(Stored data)
....................

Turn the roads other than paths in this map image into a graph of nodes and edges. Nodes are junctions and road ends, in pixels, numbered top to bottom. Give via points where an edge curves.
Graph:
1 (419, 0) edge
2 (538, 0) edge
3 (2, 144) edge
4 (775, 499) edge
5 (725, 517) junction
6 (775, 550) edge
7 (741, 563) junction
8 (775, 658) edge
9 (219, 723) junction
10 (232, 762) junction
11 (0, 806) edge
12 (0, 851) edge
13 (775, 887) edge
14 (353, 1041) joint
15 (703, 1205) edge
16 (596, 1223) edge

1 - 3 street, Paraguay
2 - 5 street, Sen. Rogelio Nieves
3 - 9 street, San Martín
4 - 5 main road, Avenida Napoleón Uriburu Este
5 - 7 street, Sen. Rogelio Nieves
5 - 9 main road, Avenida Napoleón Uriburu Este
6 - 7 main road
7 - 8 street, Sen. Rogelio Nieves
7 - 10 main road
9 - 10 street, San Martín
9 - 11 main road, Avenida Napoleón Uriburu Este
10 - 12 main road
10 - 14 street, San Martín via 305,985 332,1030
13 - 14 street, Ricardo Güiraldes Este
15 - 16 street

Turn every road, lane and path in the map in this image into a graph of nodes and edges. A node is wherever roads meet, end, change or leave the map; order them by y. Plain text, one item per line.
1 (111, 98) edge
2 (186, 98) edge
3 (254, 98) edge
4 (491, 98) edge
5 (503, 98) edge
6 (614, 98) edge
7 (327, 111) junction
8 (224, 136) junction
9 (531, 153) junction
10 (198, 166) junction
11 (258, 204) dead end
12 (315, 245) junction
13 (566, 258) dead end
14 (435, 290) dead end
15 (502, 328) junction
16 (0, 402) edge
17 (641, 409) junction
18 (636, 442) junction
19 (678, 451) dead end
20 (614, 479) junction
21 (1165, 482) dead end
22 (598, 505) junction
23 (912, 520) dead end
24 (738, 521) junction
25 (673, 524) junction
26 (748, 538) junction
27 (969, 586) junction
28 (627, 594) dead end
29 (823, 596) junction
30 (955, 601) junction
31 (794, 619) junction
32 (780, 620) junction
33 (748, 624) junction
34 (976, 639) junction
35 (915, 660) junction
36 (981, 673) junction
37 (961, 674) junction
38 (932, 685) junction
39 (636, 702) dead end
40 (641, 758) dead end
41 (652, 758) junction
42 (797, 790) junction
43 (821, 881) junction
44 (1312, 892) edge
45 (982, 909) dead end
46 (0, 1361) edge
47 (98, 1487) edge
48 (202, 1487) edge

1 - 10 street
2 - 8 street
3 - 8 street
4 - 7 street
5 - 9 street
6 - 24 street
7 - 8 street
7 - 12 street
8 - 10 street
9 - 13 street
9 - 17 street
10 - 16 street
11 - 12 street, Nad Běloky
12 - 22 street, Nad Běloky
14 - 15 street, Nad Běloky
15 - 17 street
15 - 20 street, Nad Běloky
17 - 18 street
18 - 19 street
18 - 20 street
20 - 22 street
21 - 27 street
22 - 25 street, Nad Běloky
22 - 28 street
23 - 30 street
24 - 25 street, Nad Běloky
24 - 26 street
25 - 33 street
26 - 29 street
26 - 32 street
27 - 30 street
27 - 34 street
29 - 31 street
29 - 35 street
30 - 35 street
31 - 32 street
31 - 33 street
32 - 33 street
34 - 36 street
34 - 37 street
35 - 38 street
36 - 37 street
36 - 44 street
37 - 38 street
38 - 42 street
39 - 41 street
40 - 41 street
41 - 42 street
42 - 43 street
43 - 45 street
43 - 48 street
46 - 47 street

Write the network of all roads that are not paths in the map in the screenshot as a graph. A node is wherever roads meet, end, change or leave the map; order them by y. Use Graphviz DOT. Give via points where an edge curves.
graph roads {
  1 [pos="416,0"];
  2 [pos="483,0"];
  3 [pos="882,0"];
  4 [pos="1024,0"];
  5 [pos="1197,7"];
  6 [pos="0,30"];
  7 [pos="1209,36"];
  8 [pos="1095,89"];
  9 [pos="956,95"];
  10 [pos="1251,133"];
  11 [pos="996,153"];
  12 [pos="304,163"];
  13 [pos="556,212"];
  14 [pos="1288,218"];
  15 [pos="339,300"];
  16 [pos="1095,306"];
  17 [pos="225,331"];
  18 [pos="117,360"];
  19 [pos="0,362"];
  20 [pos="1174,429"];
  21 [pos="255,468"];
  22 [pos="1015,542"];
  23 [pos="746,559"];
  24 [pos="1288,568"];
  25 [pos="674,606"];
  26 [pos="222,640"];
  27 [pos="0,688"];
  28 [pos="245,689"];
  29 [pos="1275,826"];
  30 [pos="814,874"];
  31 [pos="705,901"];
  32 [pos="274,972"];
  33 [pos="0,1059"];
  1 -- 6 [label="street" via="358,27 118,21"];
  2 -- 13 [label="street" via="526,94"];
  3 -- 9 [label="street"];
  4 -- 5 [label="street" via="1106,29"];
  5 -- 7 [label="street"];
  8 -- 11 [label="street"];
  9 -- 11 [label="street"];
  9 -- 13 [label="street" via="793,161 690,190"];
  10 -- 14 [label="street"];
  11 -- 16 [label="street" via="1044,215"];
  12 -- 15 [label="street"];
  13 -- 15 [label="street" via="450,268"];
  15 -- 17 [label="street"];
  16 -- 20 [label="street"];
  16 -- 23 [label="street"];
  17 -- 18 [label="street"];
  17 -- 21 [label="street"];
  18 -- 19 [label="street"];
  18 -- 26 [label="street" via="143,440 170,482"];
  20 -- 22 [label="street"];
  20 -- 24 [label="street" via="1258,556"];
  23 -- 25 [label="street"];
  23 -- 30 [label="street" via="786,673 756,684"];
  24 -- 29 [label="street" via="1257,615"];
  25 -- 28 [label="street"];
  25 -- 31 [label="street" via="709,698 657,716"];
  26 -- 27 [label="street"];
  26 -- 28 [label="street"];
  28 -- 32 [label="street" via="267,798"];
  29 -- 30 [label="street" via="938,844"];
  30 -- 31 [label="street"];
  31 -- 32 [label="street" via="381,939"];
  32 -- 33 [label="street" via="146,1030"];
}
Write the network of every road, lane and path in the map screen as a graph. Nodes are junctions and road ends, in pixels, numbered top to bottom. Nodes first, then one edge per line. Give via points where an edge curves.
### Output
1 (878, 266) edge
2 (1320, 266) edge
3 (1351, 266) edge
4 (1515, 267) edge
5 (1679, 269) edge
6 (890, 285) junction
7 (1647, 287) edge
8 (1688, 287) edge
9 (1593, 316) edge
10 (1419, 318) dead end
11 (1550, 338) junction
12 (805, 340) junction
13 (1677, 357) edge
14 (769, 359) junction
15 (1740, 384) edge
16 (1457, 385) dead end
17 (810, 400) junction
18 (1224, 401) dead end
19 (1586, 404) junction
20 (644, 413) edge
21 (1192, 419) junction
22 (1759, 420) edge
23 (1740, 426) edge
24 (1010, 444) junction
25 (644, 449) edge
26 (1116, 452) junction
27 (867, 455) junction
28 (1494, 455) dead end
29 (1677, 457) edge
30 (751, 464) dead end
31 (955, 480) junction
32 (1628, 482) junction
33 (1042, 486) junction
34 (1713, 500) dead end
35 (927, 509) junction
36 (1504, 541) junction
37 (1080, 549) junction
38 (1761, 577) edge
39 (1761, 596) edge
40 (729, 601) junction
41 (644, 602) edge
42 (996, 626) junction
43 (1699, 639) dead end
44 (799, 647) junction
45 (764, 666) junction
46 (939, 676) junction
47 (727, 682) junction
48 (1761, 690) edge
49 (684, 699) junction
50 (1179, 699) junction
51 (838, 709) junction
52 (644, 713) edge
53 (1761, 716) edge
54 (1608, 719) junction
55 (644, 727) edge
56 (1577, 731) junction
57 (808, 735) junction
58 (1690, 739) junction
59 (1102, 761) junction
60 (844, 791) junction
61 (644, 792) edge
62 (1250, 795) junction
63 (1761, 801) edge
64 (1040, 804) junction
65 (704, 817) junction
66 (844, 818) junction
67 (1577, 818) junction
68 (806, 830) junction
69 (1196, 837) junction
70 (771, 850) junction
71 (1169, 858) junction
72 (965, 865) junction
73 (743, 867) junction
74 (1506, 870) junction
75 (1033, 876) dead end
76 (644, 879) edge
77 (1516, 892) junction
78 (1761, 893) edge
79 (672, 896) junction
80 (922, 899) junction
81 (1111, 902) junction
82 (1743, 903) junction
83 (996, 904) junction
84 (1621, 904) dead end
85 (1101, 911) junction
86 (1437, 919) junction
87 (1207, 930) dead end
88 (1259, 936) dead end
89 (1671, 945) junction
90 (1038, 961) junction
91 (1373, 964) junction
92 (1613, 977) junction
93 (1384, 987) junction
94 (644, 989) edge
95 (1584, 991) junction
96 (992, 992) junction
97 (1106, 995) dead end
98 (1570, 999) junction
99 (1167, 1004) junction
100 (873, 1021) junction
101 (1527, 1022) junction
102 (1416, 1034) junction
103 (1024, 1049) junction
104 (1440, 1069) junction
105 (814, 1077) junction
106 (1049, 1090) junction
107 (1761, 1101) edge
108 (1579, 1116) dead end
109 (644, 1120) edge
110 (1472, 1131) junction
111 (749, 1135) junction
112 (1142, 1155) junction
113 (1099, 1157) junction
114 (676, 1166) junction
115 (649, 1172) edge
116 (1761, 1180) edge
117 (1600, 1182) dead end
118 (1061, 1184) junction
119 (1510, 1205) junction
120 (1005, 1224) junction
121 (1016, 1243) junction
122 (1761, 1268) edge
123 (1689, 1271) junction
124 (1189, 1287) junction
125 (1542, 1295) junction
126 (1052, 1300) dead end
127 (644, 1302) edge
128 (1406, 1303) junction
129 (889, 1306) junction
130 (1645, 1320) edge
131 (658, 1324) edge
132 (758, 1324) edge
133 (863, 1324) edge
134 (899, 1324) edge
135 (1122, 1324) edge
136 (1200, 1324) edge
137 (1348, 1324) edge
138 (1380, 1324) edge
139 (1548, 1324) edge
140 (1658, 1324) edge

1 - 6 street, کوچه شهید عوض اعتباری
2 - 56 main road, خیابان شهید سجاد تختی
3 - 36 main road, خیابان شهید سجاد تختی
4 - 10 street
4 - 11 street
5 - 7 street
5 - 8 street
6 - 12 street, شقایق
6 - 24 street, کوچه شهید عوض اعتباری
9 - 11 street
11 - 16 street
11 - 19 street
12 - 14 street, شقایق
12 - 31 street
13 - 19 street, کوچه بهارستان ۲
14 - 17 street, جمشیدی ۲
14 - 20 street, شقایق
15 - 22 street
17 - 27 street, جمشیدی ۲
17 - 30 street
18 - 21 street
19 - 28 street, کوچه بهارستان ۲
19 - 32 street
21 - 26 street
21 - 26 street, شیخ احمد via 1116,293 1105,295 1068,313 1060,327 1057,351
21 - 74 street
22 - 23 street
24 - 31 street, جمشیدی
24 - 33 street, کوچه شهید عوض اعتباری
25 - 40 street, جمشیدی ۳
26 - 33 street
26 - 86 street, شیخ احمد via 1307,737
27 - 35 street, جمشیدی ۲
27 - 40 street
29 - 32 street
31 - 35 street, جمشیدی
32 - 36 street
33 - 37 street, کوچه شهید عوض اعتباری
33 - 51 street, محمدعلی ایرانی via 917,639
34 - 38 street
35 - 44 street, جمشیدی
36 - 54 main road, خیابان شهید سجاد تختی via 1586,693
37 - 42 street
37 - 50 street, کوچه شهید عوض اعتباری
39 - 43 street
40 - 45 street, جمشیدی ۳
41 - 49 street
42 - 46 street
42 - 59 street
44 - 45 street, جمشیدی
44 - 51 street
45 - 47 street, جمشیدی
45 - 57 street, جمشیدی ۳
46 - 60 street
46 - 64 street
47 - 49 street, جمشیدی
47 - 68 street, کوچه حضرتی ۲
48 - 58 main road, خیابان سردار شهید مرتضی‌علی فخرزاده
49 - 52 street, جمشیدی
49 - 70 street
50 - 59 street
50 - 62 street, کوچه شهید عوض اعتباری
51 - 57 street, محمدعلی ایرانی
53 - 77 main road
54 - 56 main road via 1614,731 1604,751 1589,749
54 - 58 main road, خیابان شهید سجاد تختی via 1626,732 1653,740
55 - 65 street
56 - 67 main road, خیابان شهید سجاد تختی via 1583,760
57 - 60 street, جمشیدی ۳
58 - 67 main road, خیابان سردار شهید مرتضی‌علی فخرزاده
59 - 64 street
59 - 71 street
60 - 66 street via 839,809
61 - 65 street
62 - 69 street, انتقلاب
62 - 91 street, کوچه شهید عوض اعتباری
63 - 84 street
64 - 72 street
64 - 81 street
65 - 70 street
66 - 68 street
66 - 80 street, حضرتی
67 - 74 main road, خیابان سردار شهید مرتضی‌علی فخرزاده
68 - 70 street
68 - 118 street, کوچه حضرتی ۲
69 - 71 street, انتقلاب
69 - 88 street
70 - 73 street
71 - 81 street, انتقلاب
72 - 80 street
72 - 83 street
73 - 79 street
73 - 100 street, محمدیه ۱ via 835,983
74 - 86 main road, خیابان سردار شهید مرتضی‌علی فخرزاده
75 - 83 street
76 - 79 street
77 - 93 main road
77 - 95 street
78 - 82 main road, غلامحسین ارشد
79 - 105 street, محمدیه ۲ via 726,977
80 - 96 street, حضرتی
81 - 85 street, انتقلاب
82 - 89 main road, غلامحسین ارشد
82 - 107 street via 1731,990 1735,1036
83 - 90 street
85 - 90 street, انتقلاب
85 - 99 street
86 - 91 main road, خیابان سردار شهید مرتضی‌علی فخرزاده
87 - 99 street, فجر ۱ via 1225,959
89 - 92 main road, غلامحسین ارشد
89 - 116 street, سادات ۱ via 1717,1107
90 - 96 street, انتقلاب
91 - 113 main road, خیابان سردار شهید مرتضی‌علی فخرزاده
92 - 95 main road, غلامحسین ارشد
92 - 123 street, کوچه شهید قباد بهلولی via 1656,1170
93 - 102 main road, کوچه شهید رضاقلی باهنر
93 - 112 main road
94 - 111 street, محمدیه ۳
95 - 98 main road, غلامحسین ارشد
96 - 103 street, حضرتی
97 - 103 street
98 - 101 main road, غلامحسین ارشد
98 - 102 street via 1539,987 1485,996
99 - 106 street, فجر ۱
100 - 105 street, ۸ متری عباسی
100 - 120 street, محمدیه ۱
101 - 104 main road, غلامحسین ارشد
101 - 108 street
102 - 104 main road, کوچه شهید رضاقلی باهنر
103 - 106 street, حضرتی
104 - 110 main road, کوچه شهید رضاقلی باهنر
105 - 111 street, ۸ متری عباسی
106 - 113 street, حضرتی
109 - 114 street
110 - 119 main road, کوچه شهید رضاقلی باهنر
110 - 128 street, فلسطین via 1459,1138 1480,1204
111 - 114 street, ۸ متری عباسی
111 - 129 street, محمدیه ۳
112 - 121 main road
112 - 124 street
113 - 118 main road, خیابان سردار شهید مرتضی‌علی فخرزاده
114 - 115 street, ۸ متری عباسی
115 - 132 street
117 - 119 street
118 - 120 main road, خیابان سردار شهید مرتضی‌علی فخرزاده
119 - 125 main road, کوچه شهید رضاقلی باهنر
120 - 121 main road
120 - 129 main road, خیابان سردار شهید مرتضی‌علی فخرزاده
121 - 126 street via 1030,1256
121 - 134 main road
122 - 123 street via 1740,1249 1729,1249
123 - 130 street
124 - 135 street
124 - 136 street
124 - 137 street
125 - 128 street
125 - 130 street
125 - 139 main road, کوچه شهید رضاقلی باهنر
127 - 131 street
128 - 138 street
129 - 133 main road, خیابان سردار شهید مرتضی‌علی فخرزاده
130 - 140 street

....................

Task:
Copy each line from the entries above that has the word "مرتضی" in it.

Task solution:
48 - 58 main road, خیابان سردار شهید مرتضی‌علی فخرزاده
58 - 67 main road, خیابان سردار شهید مرتضی‌علی فخرزاده
67 - 74 main road, خیابان سردار شهید مرتضی‌علی فخرزاده
74 - 86 main road, خیابان سردار شهید مرتضی‌علی فخرزاده
86 - 91 main road, خیابان سردار شهید مرتضی‌علی فخرزاده
91 - 113 main road, خیابان سردار شهید مرتضی‌علی فخرزاده
113 - 118 main road, خیابان سردار شهید مرتضی‌علی فخرزاده
118 - 120 main road, خیابان سردار شهید مرتضی‌علی فخرزاده
120 - 129 main road, خیابان سردار شهید مرتضی‌علی فخرزاده
129 - 133 main road, خیابان سردار شهید مرتضی‌علی فخرزاده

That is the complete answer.